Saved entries
::::
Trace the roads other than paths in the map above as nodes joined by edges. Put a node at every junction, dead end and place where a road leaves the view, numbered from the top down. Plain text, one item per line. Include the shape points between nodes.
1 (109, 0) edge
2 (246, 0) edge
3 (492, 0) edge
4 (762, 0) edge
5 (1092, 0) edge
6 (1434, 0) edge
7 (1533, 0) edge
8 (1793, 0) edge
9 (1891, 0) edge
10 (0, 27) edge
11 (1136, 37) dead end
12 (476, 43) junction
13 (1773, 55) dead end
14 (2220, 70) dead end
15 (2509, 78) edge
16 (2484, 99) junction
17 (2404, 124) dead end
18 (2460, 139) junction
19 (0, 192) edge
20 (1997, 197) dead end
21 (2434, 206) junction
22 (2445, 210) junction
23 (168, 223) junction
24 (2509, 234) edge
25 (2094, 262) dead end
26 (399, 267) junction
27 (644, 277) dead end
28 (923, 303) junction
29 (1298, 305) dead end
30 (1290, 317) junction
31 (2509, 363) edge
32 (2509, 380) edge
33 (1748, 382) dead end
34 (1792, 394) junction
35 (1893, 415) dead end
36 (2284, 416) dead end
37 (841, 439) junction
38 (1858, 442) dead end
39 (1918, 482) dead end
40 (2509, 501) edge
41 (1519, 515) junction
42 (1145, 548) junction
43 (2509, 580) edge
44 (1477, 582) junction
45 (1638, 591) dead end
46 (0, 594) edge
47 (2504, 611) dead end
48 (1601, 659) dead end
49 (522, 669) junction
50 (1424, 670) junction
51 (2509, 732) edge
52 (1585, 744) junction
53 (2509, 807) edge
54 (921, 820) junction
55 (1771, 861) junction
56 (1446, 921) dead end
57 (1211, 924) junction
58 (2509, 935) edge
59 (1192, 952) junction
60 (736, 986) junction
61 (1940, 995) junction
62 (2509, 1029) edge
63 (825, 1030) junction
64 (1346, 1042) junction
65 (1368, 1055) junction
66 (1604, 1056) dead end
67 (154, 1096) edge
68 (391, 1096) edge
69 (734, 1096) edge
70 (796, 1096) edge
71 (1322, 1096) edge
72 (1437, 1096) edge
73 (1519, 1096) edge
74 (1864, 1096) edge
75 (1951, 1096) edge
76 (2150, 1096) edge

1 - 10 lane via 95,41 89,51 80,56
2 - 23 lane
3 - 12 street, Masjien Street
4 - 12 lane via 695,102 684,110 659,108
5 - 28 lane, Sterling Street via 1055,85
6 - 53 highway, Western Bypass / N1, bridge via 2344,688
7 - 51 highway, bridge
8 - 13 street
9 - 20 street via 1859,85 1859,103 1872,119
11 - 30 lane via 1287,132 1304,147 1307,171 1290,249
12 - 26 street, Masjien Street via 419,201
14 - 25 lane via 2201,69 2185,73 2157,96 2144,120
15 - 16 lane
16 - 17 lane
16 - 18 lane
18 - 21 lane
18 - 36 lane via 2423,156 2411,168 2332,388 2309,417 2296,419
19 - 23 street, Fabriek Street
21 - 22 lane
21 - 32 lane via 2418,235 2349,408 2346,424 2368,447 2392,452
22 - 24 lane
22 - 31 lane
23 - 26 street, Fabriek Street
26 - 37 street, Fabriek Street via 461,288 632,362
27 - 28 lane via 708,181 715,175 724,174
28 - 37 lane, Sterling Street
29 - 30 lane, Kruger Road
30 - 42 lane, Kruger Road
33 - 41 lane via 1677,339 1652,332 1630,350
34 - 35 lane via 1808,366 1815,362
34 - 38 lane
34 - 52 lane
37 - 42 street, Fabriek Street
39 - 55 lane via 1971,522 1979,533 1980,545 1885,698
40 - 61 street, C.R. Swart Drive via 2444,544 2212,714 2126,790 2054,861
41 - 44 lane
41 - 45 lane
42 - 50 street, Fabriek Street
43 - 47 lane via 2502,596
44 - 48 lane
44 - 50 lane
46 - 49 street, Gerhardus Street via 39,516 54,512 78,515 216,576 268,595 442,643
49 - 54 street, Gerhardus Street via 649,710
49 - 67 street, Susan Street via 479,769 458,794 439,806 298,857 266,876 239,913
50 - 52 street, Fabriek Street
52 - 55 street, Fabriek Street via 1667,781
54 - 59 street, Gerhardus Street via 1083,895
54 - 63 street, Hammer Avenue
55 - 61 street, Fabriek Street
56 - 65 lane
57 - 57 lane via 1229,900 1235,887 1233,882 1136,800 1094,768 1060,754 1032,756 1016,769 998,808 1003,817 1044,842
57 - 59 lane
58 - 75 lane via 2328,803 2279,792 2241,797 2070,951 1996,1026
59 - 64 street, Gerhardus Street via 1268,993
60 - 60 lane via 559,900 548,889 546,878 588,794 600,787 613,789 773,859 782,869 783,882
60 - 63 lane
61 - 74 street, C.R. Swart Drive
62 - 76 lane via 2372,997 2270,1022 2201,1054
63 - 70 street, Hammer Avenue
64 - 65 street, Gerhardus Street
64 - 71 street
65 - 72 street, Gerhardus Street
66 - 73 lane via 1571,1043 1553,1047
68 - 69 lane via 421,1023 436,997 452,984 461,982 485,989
::::
Every record above is to be restated exactly as it reads.

> [Solution to this task]:
Trace the roads other than paths in the map above as nodes joined by edges. Put a node at every junction, dead end and place where a road leaves the view, numbered from the top down. Plain text, one item per line. Include the shape points between nodes.
1 (109, 0) edge
2 (246, 0) edge
3 (492, 0) edge
4 (762, 0) edge
5 (1092, 0) edge
6 (1434, 0) edge
7 (1533, 0) edge
8 (1793, 0) edge
9 (1891, 0) edge
10 (0, 27) edge
11 (1136, 37) dead end
12 (476, 43) junction
13 (1773, 55) dead end
14 (2220, 70) dead end
15 (2509, 78) edge
16 (2484, 99) junction
17 (2404, 124) dead end
18 (2460, 139) junction
19 (0, 192) edge
20 (1997, 197) dead end
21 (2434, 206) junction
22 (2445, 210) junction
23 (168, 223) junction
24 (2509, 234) edge
25 (2094, 262) dead end
26 (399, 267) junction
27 (644, 277) dead end
28 (923, 303) junction
29 (1298, 305) dead end
30 (1290, 317) junction
31 (2509, 363) edge
32 (2509, 380) edge
33 (1748, 382) dead end
34 (1792, 394) junction
35 (1893, 415) dead end
36 (2284, 416) dead end
37 (841, 439) junction
38 (1858, 442) dead end
39 (1918, 482) dead end
40 (2509, 501) edge
41 (1519, 515) junction
42 (1145, 548) junction
43 (2509, 580) edge
44 (1477, 582) junction
45 (1638, 591) dead end
46 (0, 594) edge
47 (2504, 611) dead end
48 (1601, 659) dead end
49 (522, 669) junction
50 (1424, 670) junction
51 (2509, 732) edge
52 (1585, 744) junction
53 (2509, 807) edge
54 (921, 820) junction
55 (1771, 861) junction
56 (1446, 921) dead end
57 (1211, 924) junction
58 (2509, 935) edge
59 (1192, 952) junction
60 (736, 986) junction
61 (1940, 995) junction
62 (2509, 1029) edge
63 (825, 1030) junction
64 (1346, 1042) junction
65 (1368, 1055) junction
66 (1604, 1056) dead end
67 (154, 1096) edge
68 (391, 1096) edge
69 (734, 1096) edge
70 (796, 1096) edge
71 (1322, 1096) edge
72 (1437, 1096) edge
73 (1519, 1096) edge
74 (1864, 1096) edge
75 (1951, 1096) edge
76 (2150, 1096) edge

1 - 10 lane via 95,41 89,51 80,56
2 - 23 lane
3 - 12 street, Masjien Street
4 - 12 lane via 695,102 684,110 659,108
5 - 28 lane, Sterling Street via 1055,85
6 - 53 highway, Western Bypass / N1, bridge via 2344,688
7 - 51 highway, bridge
8 - 13 street
9 - 20 street via 1859,85 1859,103 1872,119
11 - 30 lane via 1287,132 1304,147 1307,171 1290,249
12 - 26 street, Masjien Street via 419,201
14 - 25 lane via 2201,69 2185,73 2157,96 2144,120
15 - 16 lane
16 - 17 lane
16 - 18 lane
18 - 21 lane
18 - 36 lane via 2423,156 2411,168 2332,388 2309,417 2296,419
19 - 23 street, Fabriek Street
21 - 22 lane
21 - 32 lane via 2418,235 2349,408 2346,424 2368,447 2392,452
22 - 24 lane
22 - 31 lane
23 - 26 street, Fabriek Street
26 - 37 street, Fabriek Street via 461,288 632,362
27 - 28 lane via 708,181 715,175 724,174
28 - 37 lane, Sterling Street
29 - 30 lane, Kruger Road
30 - 42 lane, Kruger Road
33 - 41 lane via 1677,339 1652,332 1630,350
34 - 35 lane via 1808,366 1815,362
34 - 38 lane
34 - 52 lane
37 - 42 street, Fabriek Street
39 - 55 lane via 1971,522 1979,533 1980,545 1885,698
40 - 61 street, C.R. Swart Drive via 2444,544 2212,714 2126,790 2054,861
41 - 44 lane
41 - 45 lane
42 - 50 street, Fabriek Street
43 - 47 lane via 2502,596
44 - 48 lane
44 - 50 lane
46 - 49 street, Gerhardus Street via 39,516 54,512 78,515 216,576 268,595 442,643
49 - 54 street, Gerhardus Street via 649,710
49 - 67 street, Susan Street via 479,769 458,794 439,806 298,857 266,876 239,913
50 - 52 street, Fabriek Street
52 - 55 street, Fabriek Street via 1667,781
54 - 59 street, Gerhardus Street via 1083,895
54 - 63 street, Hammer Avenue
55 - 61 street, Fabriek Street
56 - 65 lane
57 - 57 lane via 1229,900 1235,887 1233,882 1136,800 1094,768 1060,754 1032,756 1016,769 998,808 1003,817 1044,842
57 - 59 lane
58 - 75 lane via 2328,803 2279,792 2241,797 2070,951 1996,1026
59 - 64 street, Gerhardus Street via 1268,993
60 - 60 lane via 559,900 548,889 546,878 588,794 600,787 613,789 773,859 782,869 783,882
60 - 63 lane
61 - 74 street, C.R. Swart Drive
62 - 76 lane via 2372,997 2270,1022 2201,1054
63 - 70 street, Hammer Avenue
64 - 65 street, Gerhardus Street
64 - 71 street
65 - 72 street, Gerhardus Street
66 - 73 lane via 1571,1043 1553,1047
68 - 69 lane via 421,1023 436,997 452,984 461,982 485,989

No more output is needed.